Find and return every line of the data that contains the word "Bayam".

================================

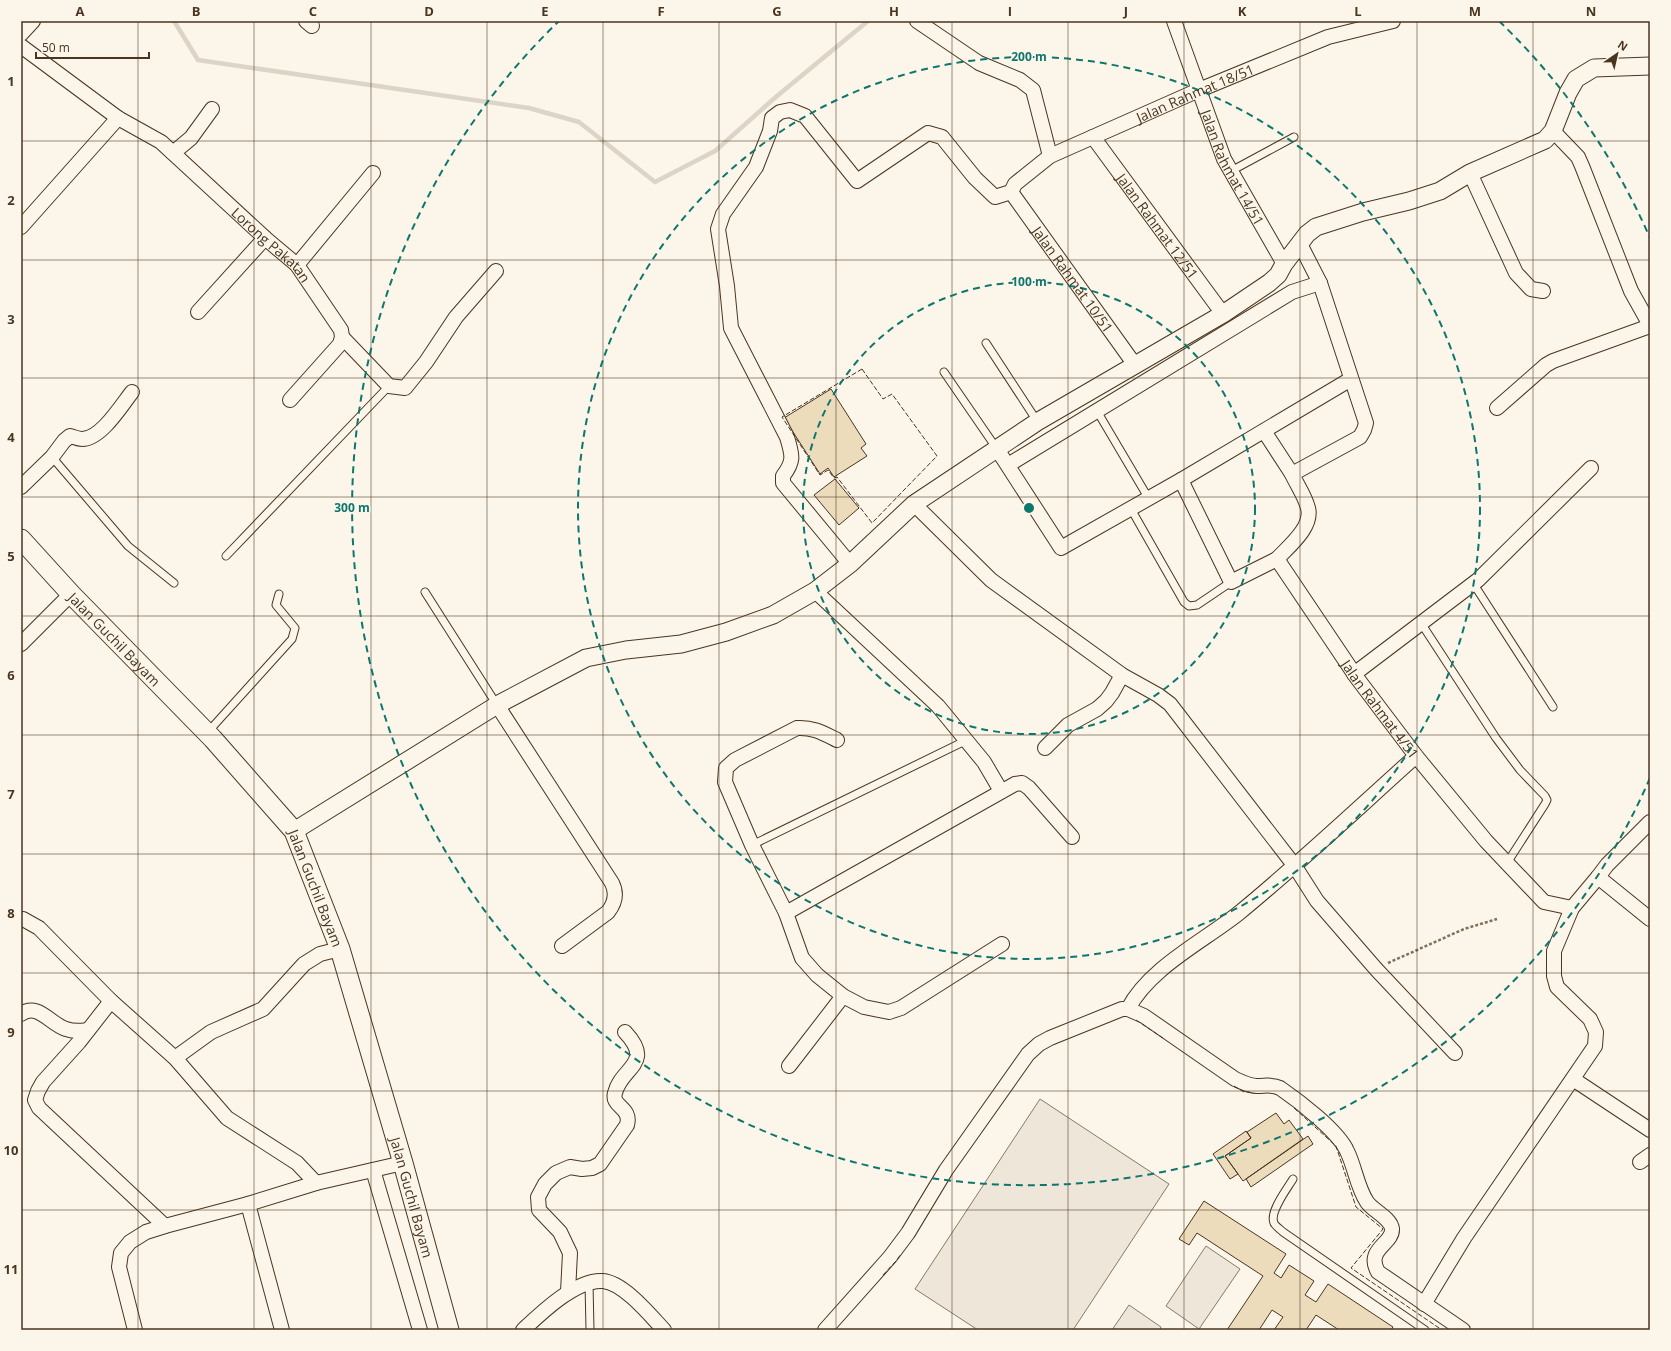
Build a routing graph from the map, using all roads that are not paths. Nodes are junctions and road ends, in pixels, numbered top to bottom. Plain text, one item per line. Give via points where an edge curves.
1 (33, 21) edge
2 (1174, 21) edge
3 (1393, 21) edge
4 (918, 22) edge
5 (21, 34) edge
6 (21, 46) edge
7 (1650, 66) edge
8 (1199, 90) junction
9 (212, 109) dead end
10 (118, 118) junction
11 (1553, 131) junction
12 (1093, 137) junction
13 (1294, 138) dead end
14 (173, 153) junction
15 (1050, 156) junction
16 (1232, 171) junction
17 (373, 173) dead end
18 (1470, 173) junction
19 (1011, 192) junction
20 (21, 227) edge
21 (265, 238) junction
22 (1300, 244) junction
23 (1284, 264) junction
24 (296, 265) junction
25 (496, 271) dead end
26 (1320, 283) junction
27 (1543, 291) dead end
28 (198, 312) dead end
29 (1223, 314) junction
30 (1650, 326) edge
31 (342, 337) junction
32 (986, 343) dead end
33 (1135, 365) junction
34 (944, 372) dead end
35 (1351, 378) junction
36 (389, 386) junction
37 (132, 392) dead end
38 (290, 400) dead end
39 (1497, 408) dead end
40 (1097, 411) junction
41 (1037, 422) junction
42 (1264, 431) junction
43 (997, 449) junction
44 (52, 457) junction
45 (1008, 465) junction
46 (1591, 468) dead end
47 (1292, 474) junction
48 (1181, 480) junction
49 (21, 487) edge
50 (1149, 499) junction
51 (914, 504) junction
52 (1131, 509) junction
53 (21, 539) edge
54 (226, 556) dead end
55 (1277, 559) junction
56 (850, 564) junction
57 (1231, 582) junction
58 (174, 583) dead end
59 (1473, 583) junction
60 (814, 591) junction
61 (425, 592) dead end
62 (71, 594) junction
63 (279, 594) dead end
64 (1421, 623) junction
65 (21, 644) edge
66 (1354, 674) junction
67 (1122, 676) junction
68 (496, 705) junction
69 (1553, 707) dead end
70 (207, 733) junction
71 (837, 740) dead end
72 (967, 740) junction
73 (1045, 748) dead end
74 (1416, 756) junction
75 (1001, 791) junction
76 (1650, 822) edge
77 (294, 831) junction
78 (1072, 837) dead end
79 (752, 845) junction
80 (1507, 863) junction
81 (1294, 865) junction
82 (1598, 877) junction
83 (1572, 908) junction
84 (786, 913) junction
85 (1650, 919) edge
86 (21, 920) edge
87 (1002, 944) dead end
88 (562, 946) dead end
89 (340, 949) junction
90 (843, 996) junction
91 (111, 1001) junction
92 (1128, 1009) junction
93 (21, 1014) edge
94 (88, 1030) junction
95 (625, 1032) dead end
96 (1455, 1053) dead end
97 (175, 1058) junction
98 (789, 1066) dead end
99 (1573, 1079) junction
100 (1650, 1130) edge
101 (403, 1163) junction
102 (373, 1170) junction
103 (1293, 1179) dead end
104 (316, 1183) junction
105 (248, 1204) junction
106 (165, 1226) junction
107 (590, 1283) junction
108 (568, 1292) junction
109 (1424, 1304) junction
110 (135, 1330) edge
111 (282, 1330) edge
112 (420, 1330) edge
113 (449, 1330) edge
114 (523, 1330) edge
115 (590, 1330) edge
116 (664, 1330) edge
117 (825, 1330) edge
118 (1425, 1330) edge
119 (1463, 1330) edge

1 - 5 street
2 - 8 street, Jalan Rahmat 14/51
3 - 8 street, Jalan Rahmat 18/51 via 1328,37
4 - 15 street via 979,63 1020,80 1033,90
6 - 10 street, Lorong Pakatan
7 - 11 street via 1594,68 1576,79
8 - 12 street, Jalan Rahmat 18/51
8 - 16 street, Jalan Rahmat 14/51 via 1224,159
9 - 14 street via 191,138
10 - 14 street, Lorong Pakatan via 161,142
10 - 20 street
11 - 18 street via 1545,140
11 - 30 street via 1578,157 1631,291
12 - 15 street, Jalan Rahmat 18/51
12 - 29 street, Jalan Rahmat 12/51
13 - 16 lane
14 - 21 street, Lorong Pakatan
15 - 19 street, Jalan Rahmat 18/51 via 1015,184
16 - 23 street, Jalan Rahmat 14/51
17 - 24 street
18 - 22 street via 1440,191 1316,227
18 - 27 street via 1516,272 1531,289
19 - 33 street, Jalan Rahmat 10/51
19 - 56 street via 995,197 975,178 942,137 928,133 857,181 805,116 790,110 780,112 772,118 770,131 756,167 723,214 718,229 731,328 787,437 793,456 790,467 783,476 783,484
21 - 24 street, Lorong Pakatan
21 - 28 street
22 - 23 street
22 - 26 street
23 - 29 street via 1278,275 1269,283
24 - 31 street, Lorong Pakatan via 341,330
25 - 36 street via 456,317 405,388
26 - 35 street
26 - 40 street via 1292,292
29 - 33 street
30 - 39 street via 1553,360
31 - 36 street, Lorong Pakatan
31 - 38 street via 340,344
32 - 41 lane
33 - 41 street
34 - 43 lane
35 - 42 street
35 - 47 street via 1366,423 1360,437
36 - 54 lane
37 - 44 street via 110,421 96,434 83,439 70,436
40 - 45 street
40 - 50 lane
41 - 43 street
42 - 47 street
42 - 48 street
43 - 45 street
43 - 51 street
44 - 49 street
44 - 58 lane via 128,546
45 - 52 street via 1060,548
46 - 59 street
47 - 55 street via 1308,508 1309,519 1303,530
48 - 50 street
48 - 57 street
50 - 52 street
51 - 56 street
51 - 67 street via 991,580
52 - 57 lane via 1184,602 1189,606 1197,605
53 - 62 main road, Jalan Guchil Bayam
55 - 57 street
55 - 66 street, Jalan Rahmat 4/51
56 - 60 street
59 - 64 street
59 - 69 lane
60 - 68 street via 773,615 726,632 681,644 626,650 586,658
60 - 72 street via 938,706
61 - 68 lane
62 - 65 street
62 - 70 main road, Jalan Guchil Bayam
63 - 70 lane via 276,605 295,628 292,639
64 - 66 street
64 - 80 lane via 1496,738 1547,800
66 - 74 street, Jalan Rahmat 4/51
67 - 73 street via 1106,701 1068,725
67 - 81 street via 1170,704
68 - 77 street
68 - 88 street via 615,890 613,906 608,912
70 - 77 main road, Jalan Guchil Bayam
71 - 79 street via 819,730 797,728 735,760 726,768 725,782
72 - 75 street
72 - 79 lane
74 - 80 street, Jalan Rahmat 4/51
74 - 81 street
75 - 78 street via 1015,784 1029,788
75 - 84 street
76 - 82 street
77 - 89 main road, Jalan Guchil Bayam
79 - 84 street
80 - 83 street, Jalan Rahmat 4/51 via 1544,902
81 - 92 street via 1238,913 1177,957 1134,997
81 - 96 street via 1317,901 1376,969
82 - 83 street
82 - 85 street
83 - 99 street via 1554,951 1554,976 1557,987 1590,1018 1596,1032 1595,1046
84 - 90 street via 802,958 817,976
86 - 91 street via 39,928
87 - 90 street via 901,1008 889,1012 864,1007
89 - 97 street via 320,954 304,964 263,1009 211,1032
89 - 101 main road, Jalan Guchil Bayam
90 - 98 street
91 - 94 street
91 - 97 street
92 - 109 street via 1144,1016 1235,1079 1247,1085 1274,1085 1280,1088 1338,1138 1348,1153 1367,1202 1390,1224 1392,1230 1375,1256 1375,1267 1384,1277
92 - 117 street via 1114,1012 1050,1038 1028,1054 946,1170 899,1245
93 - 94 street via 27,1010 37,1010 64,1029 75,1032
94 - 106 street via 43,1082 35,1100 39,1108
95 - 108 street via 634,1041 636,1060 614,1096 616,1102 627,1113 627,1125 600,1164 582,1169 570,1167 556,1173 545,1184 538,1197 539,1210 560,1232 570,1253
97 - 104 street via 227,1118 297,1163
99 - 100 street
99 - 109 street via 1464,1238
101 - 102 street
101 - 113 main road, Jalan Guchil Bayam
102 - 104 street
102 - 112 street
103 - 118 lane via 1275,1210 1274,1224
104 - 105 street
105 - 106 street
105 - 111 street
106 - 110 street via 146,1232 130,1242 121,1253 118,1267
107 - 108 street
107 - 115 lane
107 - 116 street via 603,1281 617,1286 630,1295
108 - 114 street
109 - 119 street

================================

:: Solution ::
53 - 62 main road, Jalan Guchil Bayam
62 - 70 main road, Jalan Guchil Bayam
70 - 77 main road, Jalan Guchil Bayam
77 - 89 main road, Jalan Guchil Bayam
89 - 101 main road, Jalan Guchil Bayam
101 - 113 main road, Jalan Guchil Bayam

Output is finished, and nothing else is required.